Porting the app to AWS
The instructions below will work for data scientists who know very little about building cloud applications. If I can do it, anyone can do it. Though these are for AWS, you may be able to take the docker file and make it work on other cloud platforms.
Setup:
Then follow the instructions in this github project. You will only need to change app.py and requirements.txt to suit your app.
There is also another project for 1-click deployment here but I did not need to use it.
Troubleshooting
If you run into trouble during CDK, check your aws profile setup.
I had to change couple of commands (added —-profile default
) to make it work. Here are the commands that worked for me.
export AWS_DEFAULT_REGION=”us-east-1"
export AWS_ACCESS_KEY_ID=$(aws configure get default.aws_access_key_id)
export AWS_SECRET_ACCESS_KEY=$(aws configure get default.aws_secret_access_key)
cdk bootstrap aws://unknown-account/unknown-region --profile default
cdk deploy --profile default8:54:25 PM | CREATE_IN_PROGRESS | AWS::EC2::Route | WebDemoVPC/PublicSubnet1/Def
aultRoute[█████████████████████████████████████▋····················] (37/57)
If everything works well, you will get link to webapp as URL at the end (shown in bold). Copy it and share it with your audience.
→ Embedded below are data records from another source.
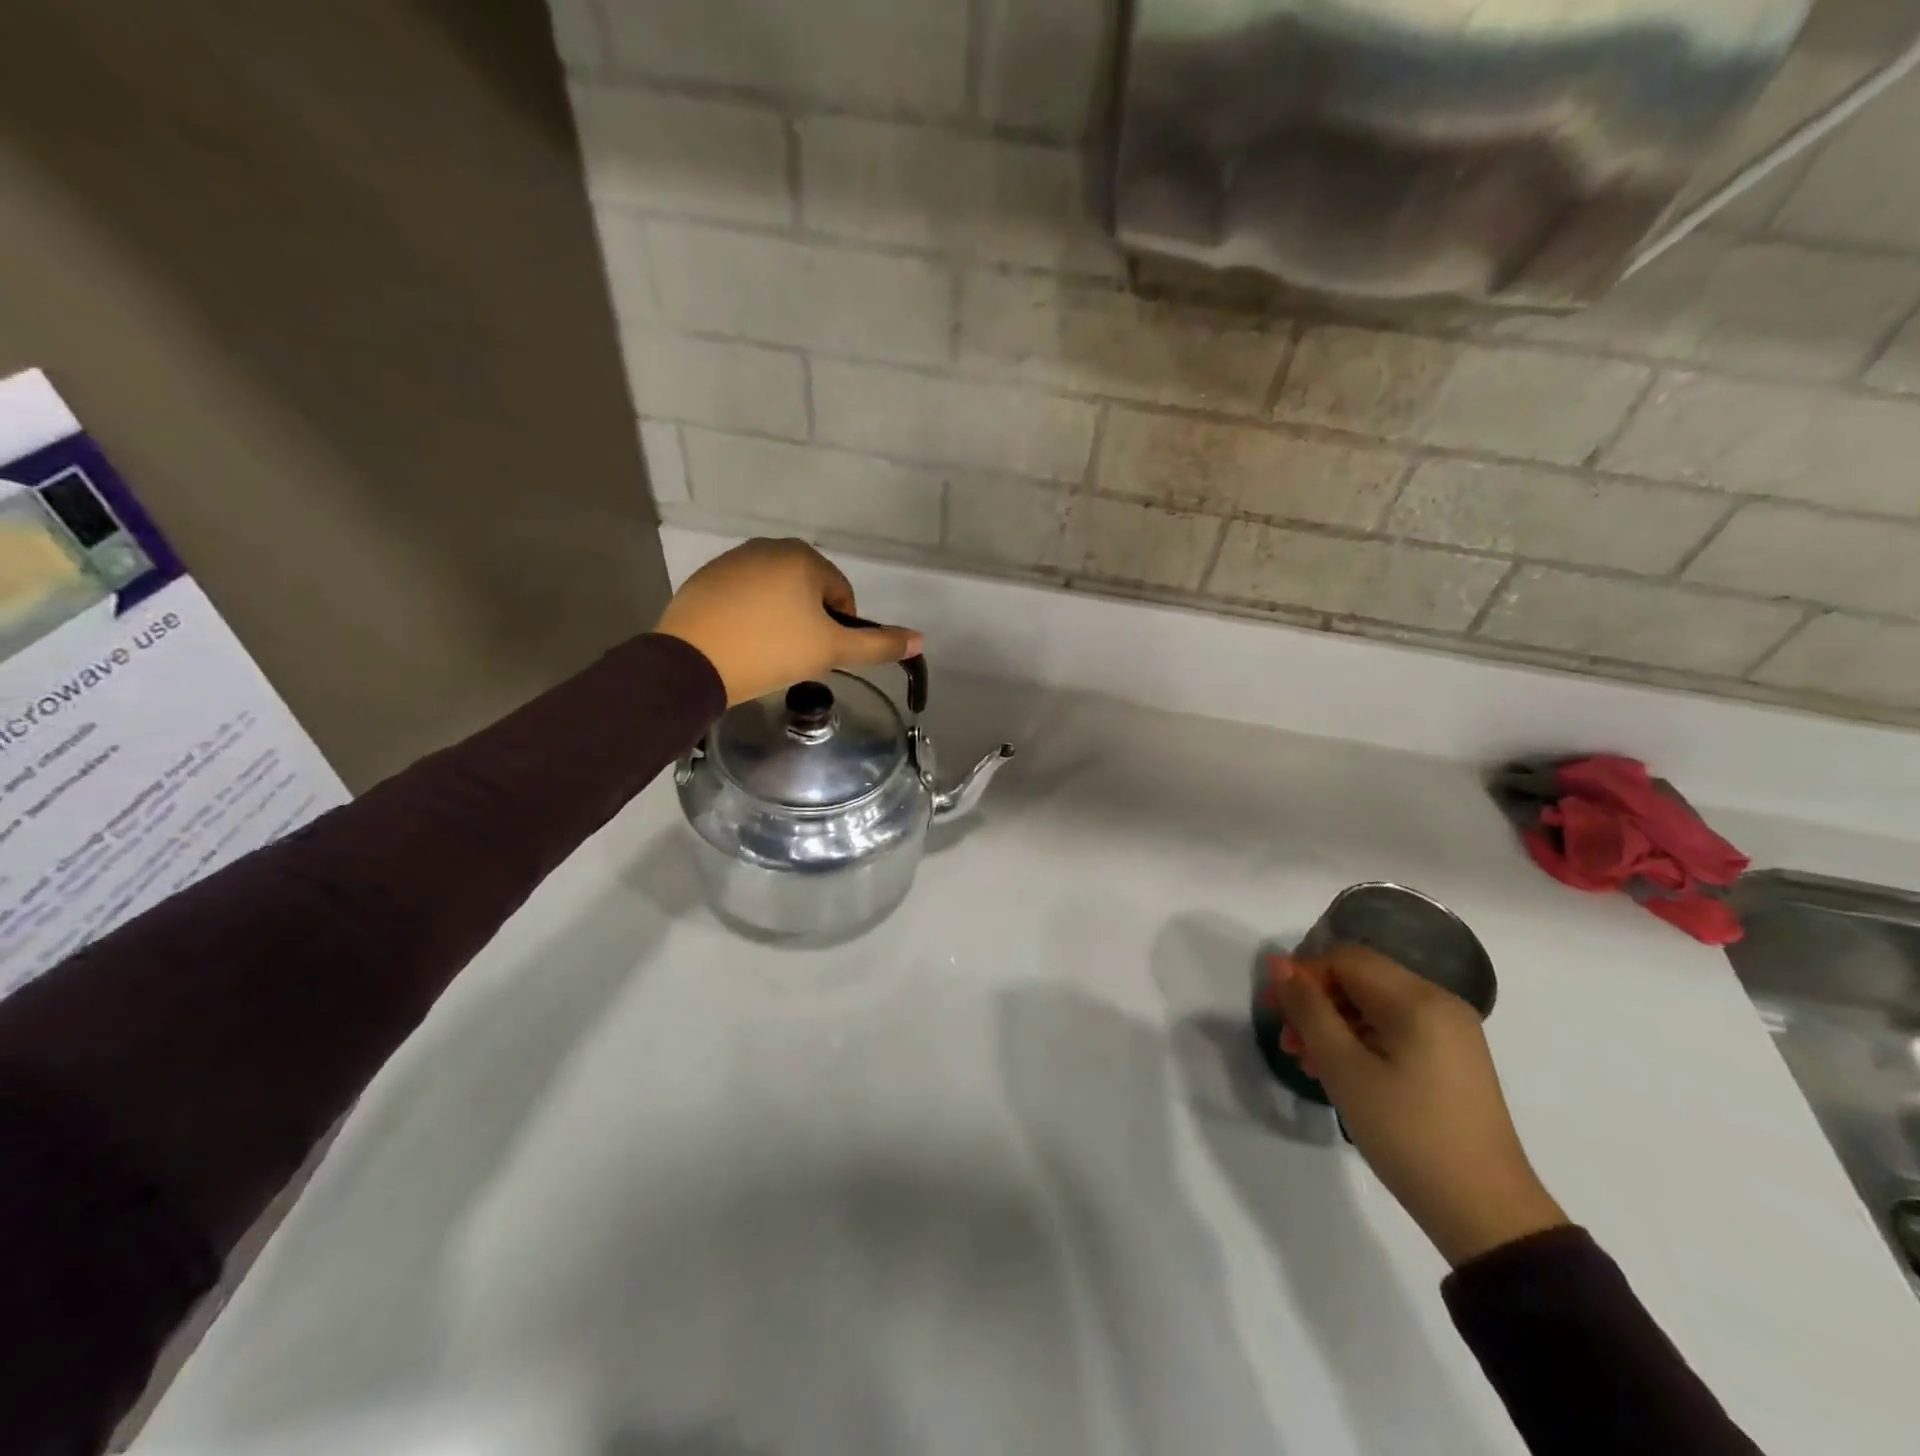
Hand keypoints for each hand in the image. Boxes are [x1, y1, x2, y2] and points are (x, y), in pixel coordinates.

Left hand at [654, 539, 923, 705]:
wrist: (693, 663)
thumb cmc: (771, 651)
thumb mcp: (831, 651)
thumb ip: (878, 645)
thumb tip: (921, 640)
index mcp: (803, 557)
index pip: (841, 594)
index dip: (839, 628)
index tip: (821, 654)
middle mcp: (768, 547)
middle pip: (808, 590)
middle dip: (808, 621)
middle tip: (795, 655)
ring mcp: (732, 561)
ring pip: (775, 593)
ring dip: (780, 618)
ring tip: (767, 652)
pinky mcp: (705, 579)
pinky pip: (743, 597)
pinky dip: (749, 617)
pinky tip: (741, 643)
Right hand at [1266, 945, 1567, 1266]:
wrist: (1486, 1214)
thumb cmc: (1408, 1133)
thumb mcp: (1344, 1068)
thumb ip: (1308, 1009)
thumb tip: (1277, 963)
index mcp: (1419, 999)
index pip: (1345, 958)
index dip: (1303, 975)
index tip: (1274, 1011)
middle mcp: (1439, 1003)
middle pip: (1359, 978)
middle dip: (1316, 1002)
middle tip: (1288, 1042)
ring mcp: (1450, 1033)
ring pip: (1373, 1005)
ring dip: (1334, 1024)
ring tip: (1307, 1062)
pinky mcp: (1451, 1060)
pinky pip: (1394, 1029)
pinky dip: (1360, 1041)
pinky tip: (1340, 1072)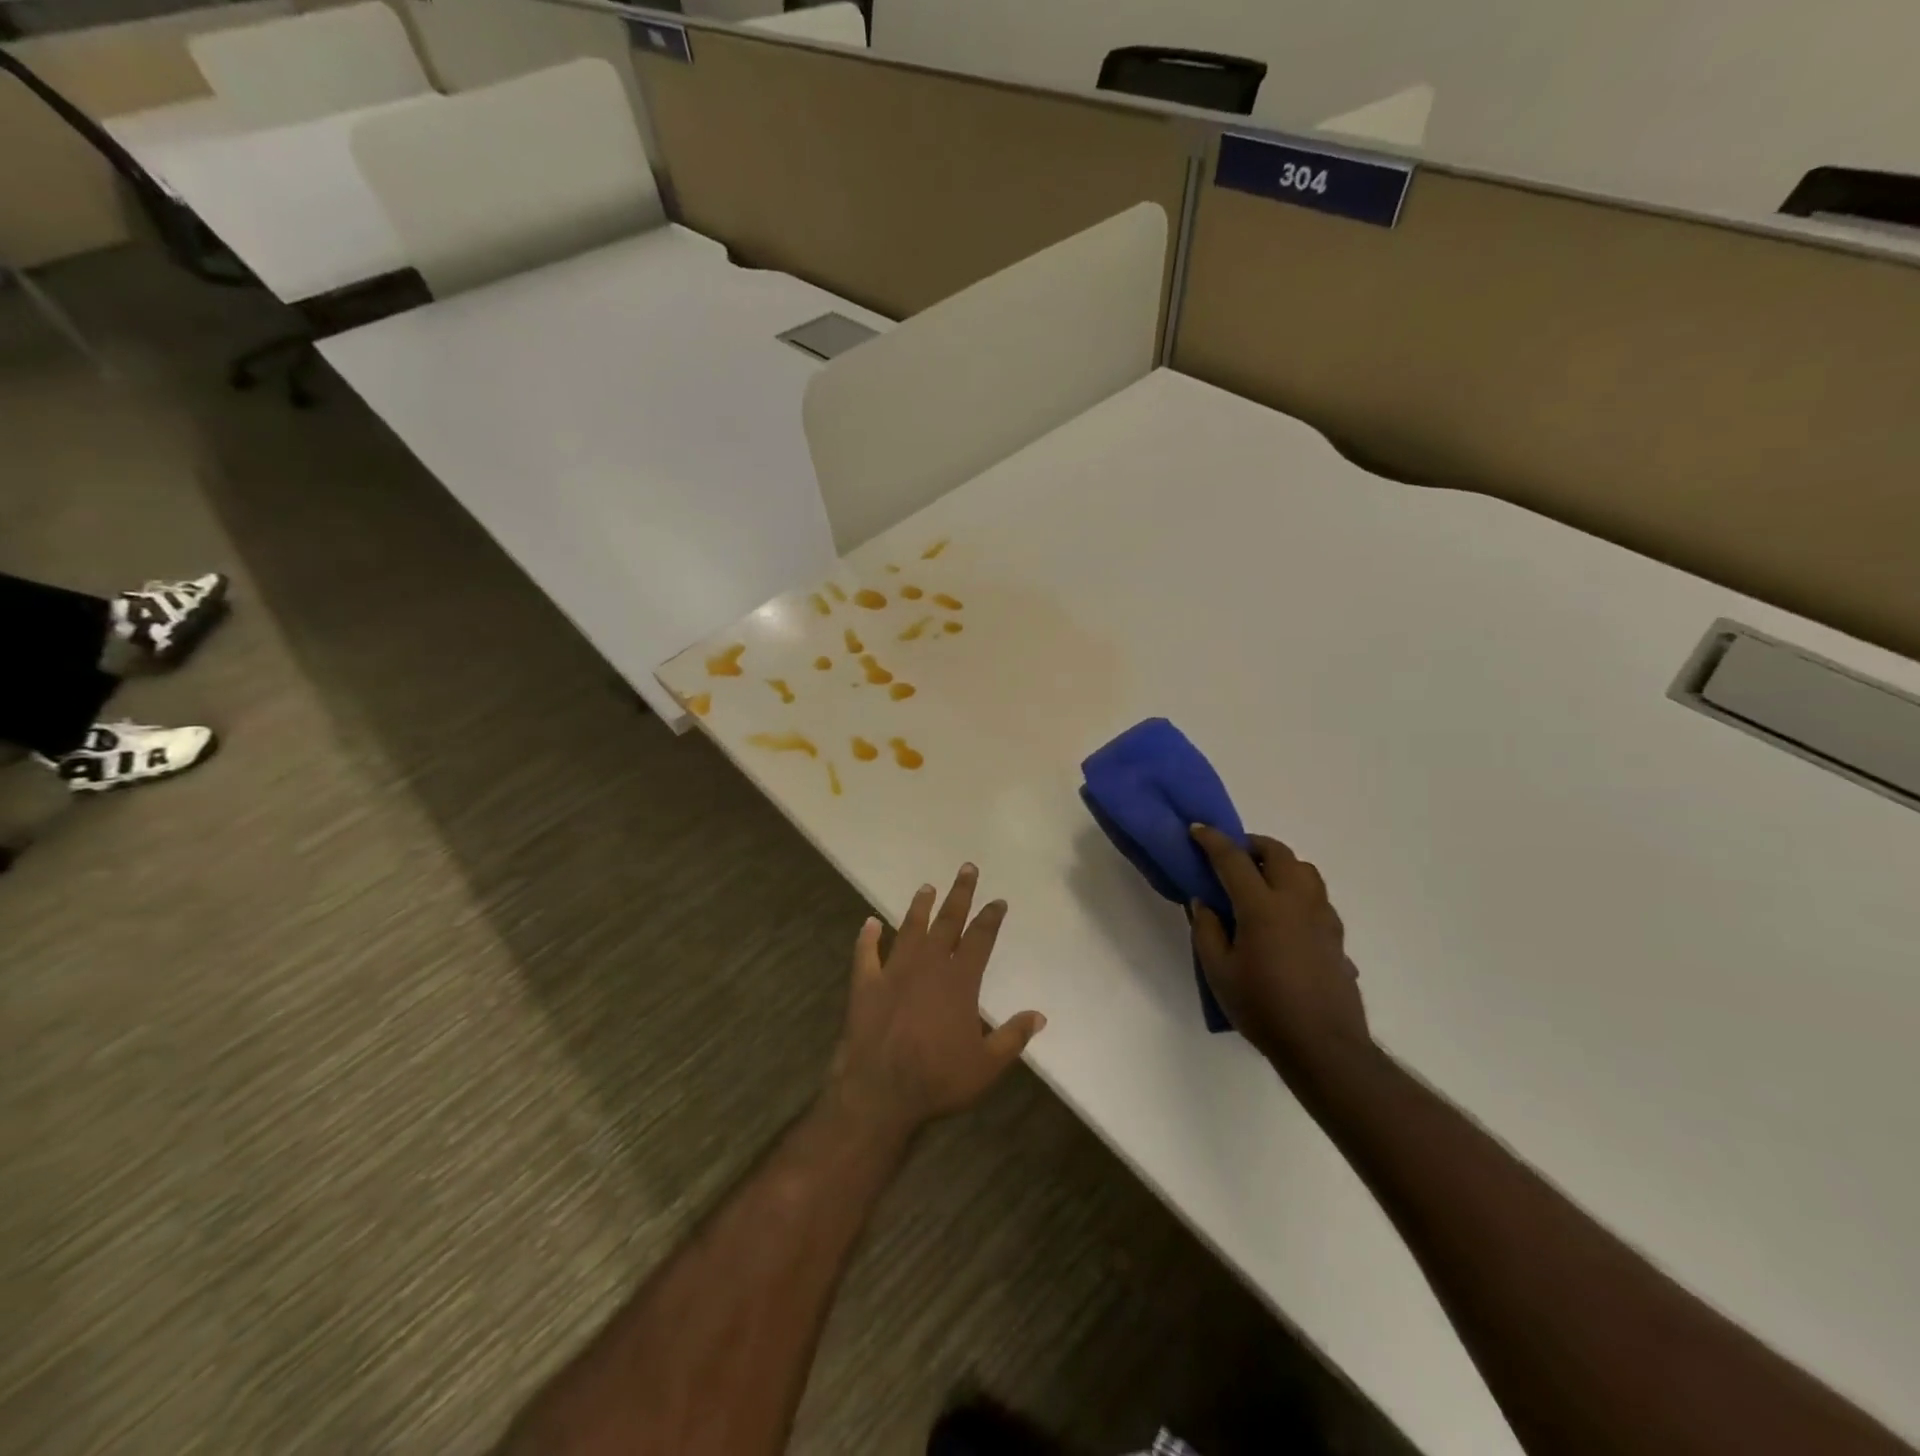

StreamlitWorkshop-cdk✨ Deployment time: 407.66sOutputs:
StreamlitWorkshop-cdk.WebDemoServiceLoadBalancerDNS9E1356A5 = Strea-WebDe-XXXXXXXXXXXXXXX–NNNNNNNNNNNNN.us-east-1.elb.amazonaws.com
StreamlitWorkshop-cdk.WebDemoServiceServiceURLF46EEB7B = http://Strea-WebDe-XXXXXXXXXXXXXXXXX-NNNNNNNNNNNN.us-east-1.elb.amazonaws.com
Stack ARN:
arn:aws:cloudformation:us-east-1:NNNNNNNNNNN:stack/StreamlitWorkshop-cdk/XXXXXXX–98d8–11ec-a059–0abee6b5c353✨ Total time: 410.29s
Tips:
- Change cdk/cdk_stack.py to make changes to EC2 config and other options (choose instance size based on compute power needed in your app)
- Start with very simple “Hello world” Streamlit app. The github project is complex project and it is unlikely to work.
- Then you can replace the simple app to your own Streamlit app.
- When the setup works for you, note down the commands that worked for you so that you can reuse them next them. This helped me a lot and next time I took minutes instead of whole morning.
Note:
The setup steps (AWS CLI, npm, etc) on your local environment are not needed next time you decide to host the same app or another app on AWS. It will only need one command and your app is up and running in minutes.
I was able to port my app using this method with low cost (< 2 $ per week). I also shut down all resources with one command.
Conclusion
Demonstrating data science applications as web application to stakeholders has many benefits. When you have a concept ready, build a web application using Streamlit. Host in on cloud and gather feedback.